Heft 5

Christian Breunig

Offene Fernseh- und Hörfunkkanäle in Deutschland

Strukturen, Programme und Publikum der Bürgermedien

Die Anzahl Offener Kanäle hat sich bundesweit in den letzten fünf Jahren auf 62 verdoppelt, und bis Ende 1999 ist nach gegenwärtiger Planung mit über 75 Offenen Kanälen zu rechnen. Die meisten dieser Bürgermedien sind nach wie vor in Rheinland-Pfalz (26) beheimatet, gefolgt von Nordrhein-Westfalen (11) und Niedersachsen (8). Allerdings holen die neuen Bundesländer mit Neugründungen in Sachsen-Anhalt und Thüringen auf. Außer Baden-Württemberg, Bayern, Brandenburg und Sachsen, die teilweise andere Konzepte von Bürgermedien entwickelt haben, existieren damit in allen Bundesländern Offene Fernseh- und/oder Hörfunkkanäle. Jährlich stehen den Landesmedienanstalten zur Finanzierung der Offenen Kanäle insgesamt fast 30 Mio DM aus den Rundfunkgebühren zur Verfügung. Werbung ist generell verboten, dagegen können teilweise die Einrichtungen selbst, nicht aber Beiträge gesponsert werden.

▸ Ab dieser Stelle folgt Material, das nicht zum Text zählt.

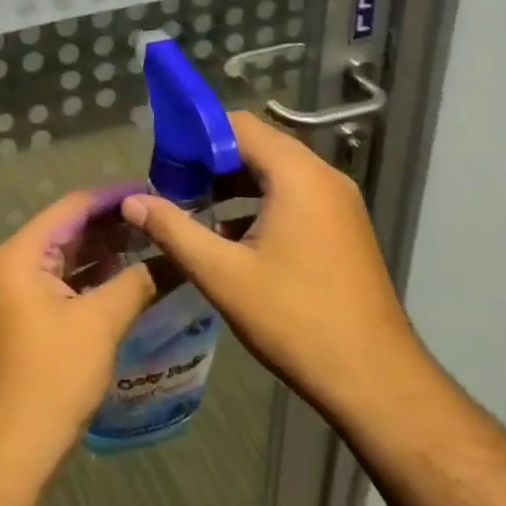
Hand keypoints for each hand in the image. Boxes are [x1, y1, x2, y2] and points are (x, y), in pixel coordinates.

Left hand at [0, 188, 157, 483]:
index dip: (113, 196)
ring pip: (70, 257)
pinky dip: (96, 277)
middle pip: (70, 229)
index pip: (72, 207)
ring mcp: (21, 292)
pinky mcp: (31, 317)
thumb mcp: (100, 323)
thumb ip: (136, 283)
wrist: (11, 446)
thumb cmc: (52, 376)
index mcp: (22, 254)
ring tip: (153, 241)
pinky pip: (67, 282)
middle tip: (160, 216)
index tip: (154, 190)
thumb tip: (171, 259)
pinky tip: (130, 276)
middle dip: (113, 223)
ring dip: (107, 250)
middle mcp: (16, 264)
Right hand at [121, 112, 420, 425]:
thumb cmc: (295, 320)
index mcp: (297, 175)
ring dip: (233, 184)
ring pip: (275, 172)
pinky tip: (230, 235)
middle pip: (258, 145)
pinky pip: (293, 195)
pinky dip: (259, 203)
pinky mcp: (342, 226)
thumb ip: (173, 229)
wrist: (375, 380)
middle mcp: (323, 176)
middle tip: (172, 186)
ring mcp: (338, 202)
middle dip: (211, 161)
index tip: (164, 161)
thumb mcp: (222, 274)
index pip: (239, 125)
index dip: (197, 136)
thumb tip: (130, 202)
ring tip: (193, 208)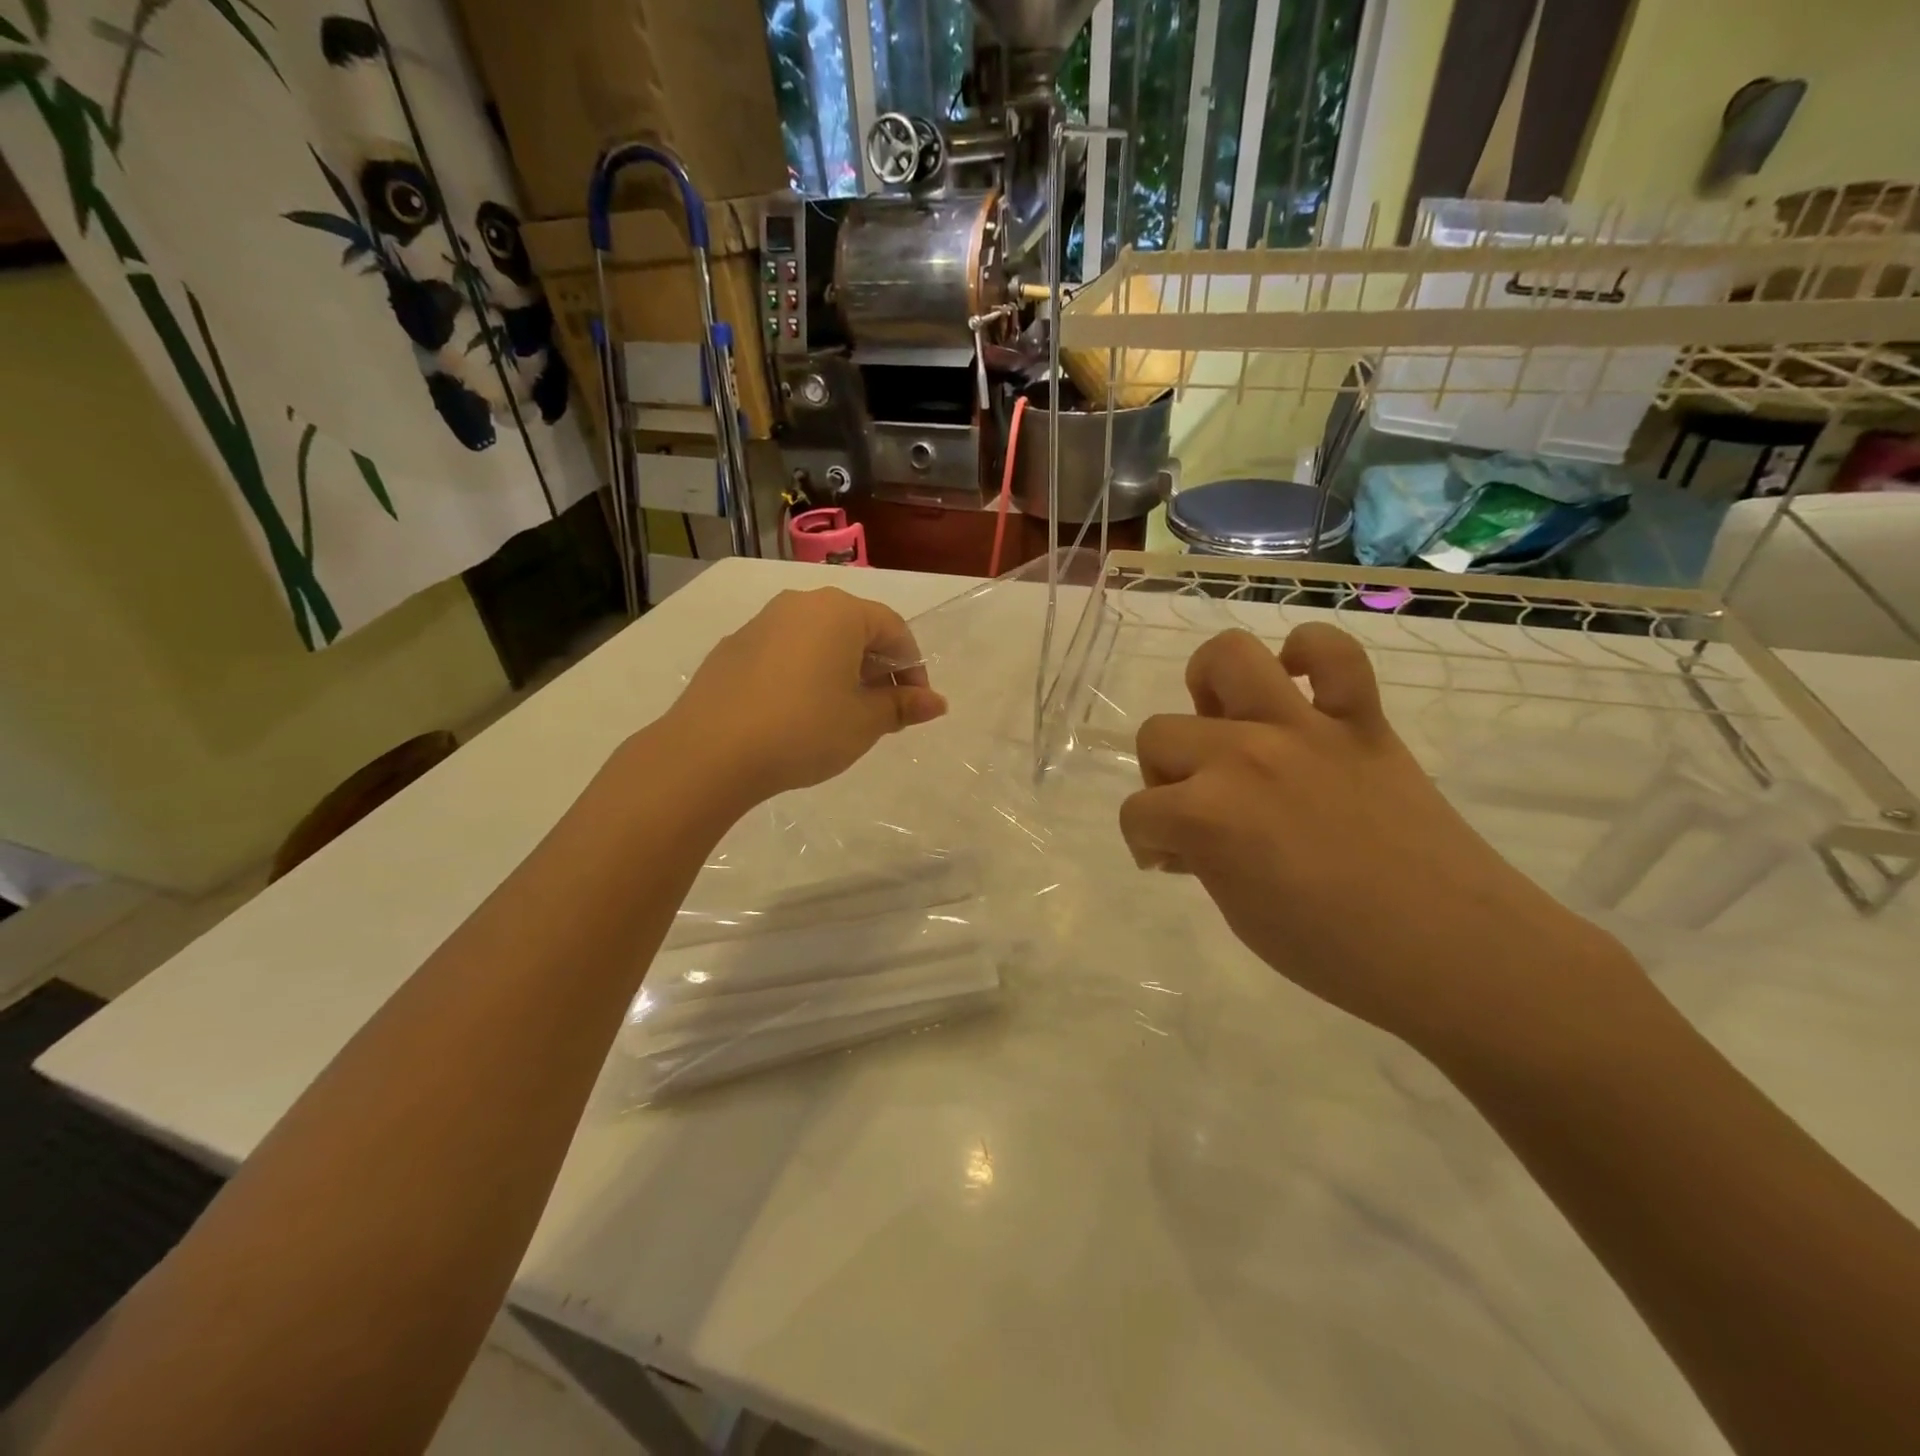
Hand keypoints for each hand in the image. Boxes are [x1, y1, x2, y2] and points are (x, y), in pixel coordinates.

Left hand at [665, 587, 946, 805]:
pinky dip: (804, 674)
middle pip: (855, 629)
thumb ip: (902, 706)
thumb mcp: (864, 722)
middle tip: (880, 711)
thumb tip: (937, 702)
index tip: (913, 706)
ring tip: (840, 714)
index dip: (912, 668)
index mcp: (839, 611)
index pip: (894, 629)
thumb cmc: (804, 729)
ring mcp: (761, 623)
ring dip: (839, 670)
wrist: (710, 751)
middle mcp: (800, 604)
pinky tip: (797, 713)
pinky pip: (785, 653)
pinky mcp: (733, 648)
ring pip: (817, 640)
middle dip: (876, 668)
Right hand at [1119, 625, 1635, 1058]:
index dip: (1144, 840)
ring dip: (1209, 686)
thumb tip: (1185, 835)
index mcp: (1205, 815)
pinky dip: (1309, 654)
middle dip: (1165, 776)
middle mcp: (1242, 756)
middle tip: (1198, 806)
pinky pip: (1334, 652)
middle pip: (1159, 734)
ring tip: (1226, 722)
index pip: (1137, 812)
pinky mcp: (1361, 721)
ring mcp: (1304, 729)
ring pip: (1227, 658)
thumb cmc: (1334, 952)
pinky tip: (1299, 684)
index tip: (1168, 860)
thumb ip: (1199, 855)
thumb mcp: (1237, 911)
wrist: (1453, 952)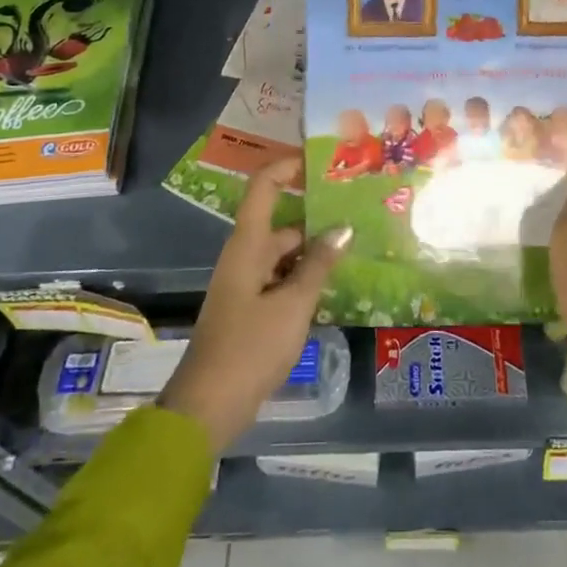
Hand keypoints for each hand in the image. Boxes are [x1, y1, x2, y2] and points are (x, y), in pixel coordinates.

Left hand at [159, 157, 350, 453]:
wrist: (209, 406)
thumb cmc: (250, 347)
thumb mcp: (293, 305)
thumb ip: (319, 265)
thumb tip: (343, 228)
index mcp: (248, 245)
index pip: (264, 186)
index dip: (288, 166)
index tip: (323, 160)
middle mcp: (245, 255)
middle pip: (281, 222)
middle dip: (316, 216)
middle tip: (357, 212)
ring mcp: (247, 283)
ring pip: (284, 253)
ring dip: (314, 250)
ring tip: (356, 247)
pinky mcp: (251, 307)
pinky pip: (282, 278)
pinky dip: (305, 276)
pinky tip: (334, 284)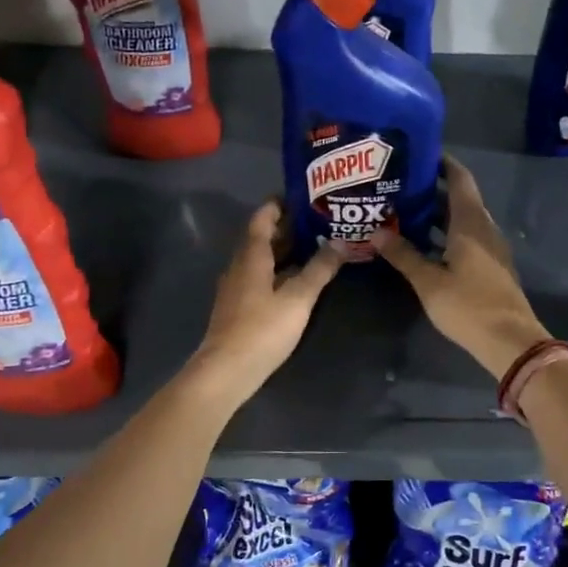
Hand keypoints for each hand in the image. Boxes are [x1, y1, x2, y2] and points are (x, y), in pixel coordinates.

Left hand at [187, 200, 342, 404]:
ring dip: (284, 250)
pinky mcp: (239, 307)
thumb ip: (319, 269)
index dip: (279, 205)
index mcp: (251, 257)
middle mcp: (240, 266)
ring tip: (314, 244)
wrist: (227, 370)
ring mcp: (237, 288)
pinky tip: (297, 278)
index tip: (302, 196)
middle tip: (318, 219)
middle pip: (262, 237)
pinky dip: (279, 269)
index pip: (262, 218)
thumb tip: (340, 241)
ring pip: (261, 259)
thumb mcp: (298, 298)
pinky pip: (260, 276)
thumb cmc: (262, 329)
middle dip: (287, 227)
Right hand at [374, 156, 552, 377]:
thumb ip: (403, 255)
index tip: (418, 154)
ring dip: (437, 215)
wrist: (510, 341)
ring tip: (404, 212)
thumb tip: (375, 231)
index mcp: (471, 223)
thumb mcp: (428, 281)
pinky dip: (445, 234)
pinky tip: (423, 244)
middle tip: (399, 185)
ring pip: (462, 221)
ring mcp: (490, 248)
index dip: (442, 163)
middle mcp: (484, 229)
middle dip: (432, 189)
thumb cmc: (469, 306)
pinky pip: (467, 239)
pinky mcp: (491, 266)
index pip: (459, 179)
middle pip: (459, 199)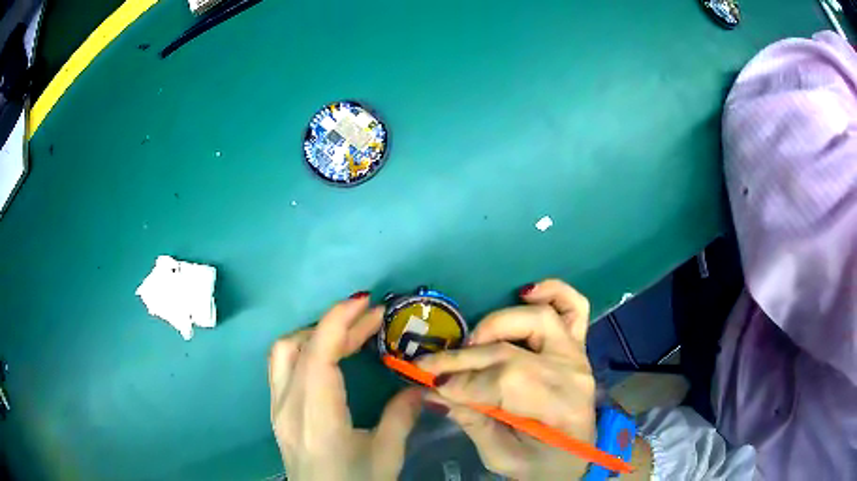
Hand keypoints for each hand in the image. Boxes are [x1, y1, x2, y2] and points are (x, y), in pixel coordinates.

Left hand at [268, 293, 421, 480]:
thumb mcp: (386, 455)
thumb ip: (401, 416)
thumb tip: (420, 385)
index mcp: (316, 418)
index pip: (317, 356)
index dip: (338, 322)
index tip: (366, 303)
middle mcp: (287, 406)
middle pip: (298, 346)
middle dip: (335, 324)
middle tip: (372, 319)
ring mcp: (277, 407)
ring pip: (284, 352)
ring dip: (316, 333)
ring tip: (350, 332)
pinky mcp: (277, 410)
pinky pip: (283, 365)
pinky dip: (306, 348)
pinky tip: (329, 354)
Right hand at [417, 279, 595, 479]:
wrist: (572, 459)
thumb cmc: (538, 464)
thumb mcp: (501, 457)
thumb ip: (472, 422)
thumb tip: (434, 391)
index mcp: (561, 410)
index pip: (506, 384)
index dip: (463, 383)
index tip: (428, 384)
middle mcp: (573, 375)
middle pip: (512, 354)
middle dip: (462, 359)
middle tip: (429, 367)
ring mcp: (577, 355)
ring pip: (538, 320)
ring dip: (496, 324)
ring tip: (471, 342)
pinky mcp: (577, 346)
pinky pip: (573, 307)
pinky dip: (552, 291)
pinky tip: (525, 292)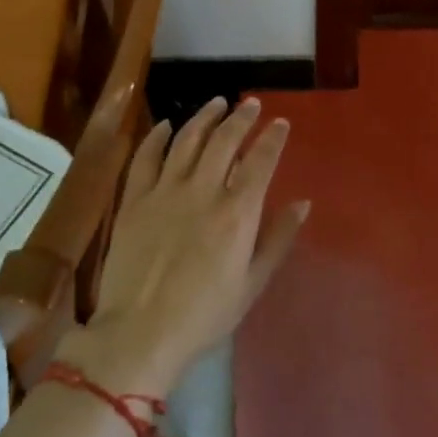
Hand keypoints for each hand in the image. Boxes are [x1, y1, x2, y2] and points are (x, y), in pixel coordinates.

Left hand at [63, 98, 307, 395]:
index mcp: (237, 212)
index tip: (281, 122)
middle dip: (241, 117)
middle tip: (250, 104)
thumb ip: (279, 238)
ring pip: (186, 140)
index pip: (260, 160)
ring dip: (204, 117)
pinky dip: (157, 137)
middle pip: (224, 141)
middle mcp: (203, 191)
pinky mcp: (133, 200)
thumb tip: (303, 203)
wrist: (140, 332)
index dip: (272, 137)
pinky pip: (145, 158)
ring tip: (217, 103)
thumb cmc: (205, 314)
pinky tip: (166, 125)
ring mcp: (164, 192)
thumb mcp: (253, 283)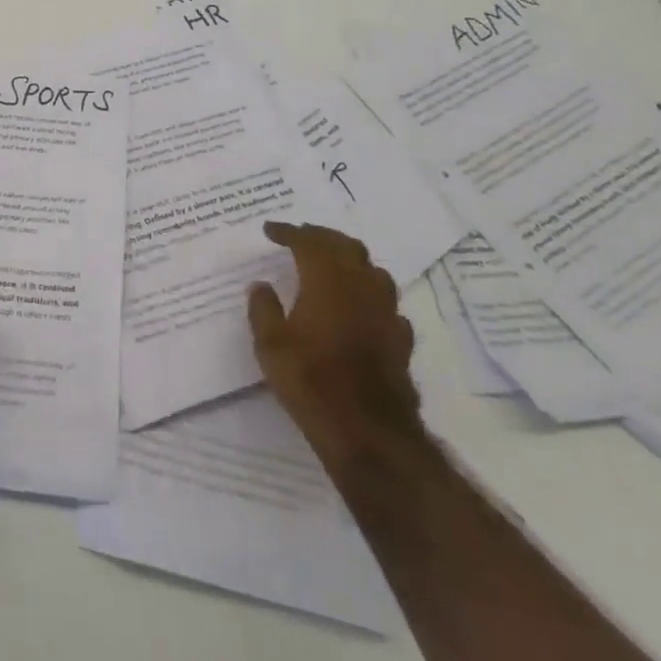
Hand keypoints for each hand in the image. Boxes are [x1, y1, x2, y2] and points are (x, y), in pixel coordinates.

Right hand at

Beträchtliche Unterschiede weisen die einzelnen Offenen Kanäle nicht nur im Programmvolumen, sondern auch inhaltlich auf, so daß von einer typischen Programmstruktur nicht gesprochen werden kann. Aus einer Inhaltsanalyse dreier westpfälzischer Offener Kanäle geht hervor, daß vor allem die Themenbereiche Musik, Festakte, Kunst/Kultur und Sport im Vordergrund stehen, während die Rolle politischer Gegenöffentlichkeit dort nicht wahrgenommen wird. Viele Offene Kanäle dienen auch der Integration ausländischer Bürger, außerdem nutzen religiöse Gruppen den Offenen Kanal als Plattform.

Ein Problem besteht für die Offenen Kanäle nach wie vor in der quantitativ geringen Publikumsakzeptanz, die nicht nur auf die punktuellen Sendezeiten, sondern auch auf eine fehlende Programmstrukturierung und auf die mangelhafte formale Qualität vieler Beiträge zurückzuführen ist. Gegenmaßnahmen sind die Bildung von Programmsparten anstelle einer beliebigen Abfolge der Sendungen, die Vergabe fester Sendeplätze, mehr Livesendungen, Weiterbildungsangebote für die Programmacher sowie eine verstärkte Öffentlichkeitsarbeit durch die Offenen Kanäle selbst. Im Sinne einer Zukunftssicherung Offener Kanäle erscheint es notwendig, die Gewohnheiten des Publikums stärker zu berücksichtigen, ohne den Charakter als Bürgermedium aufzugeben.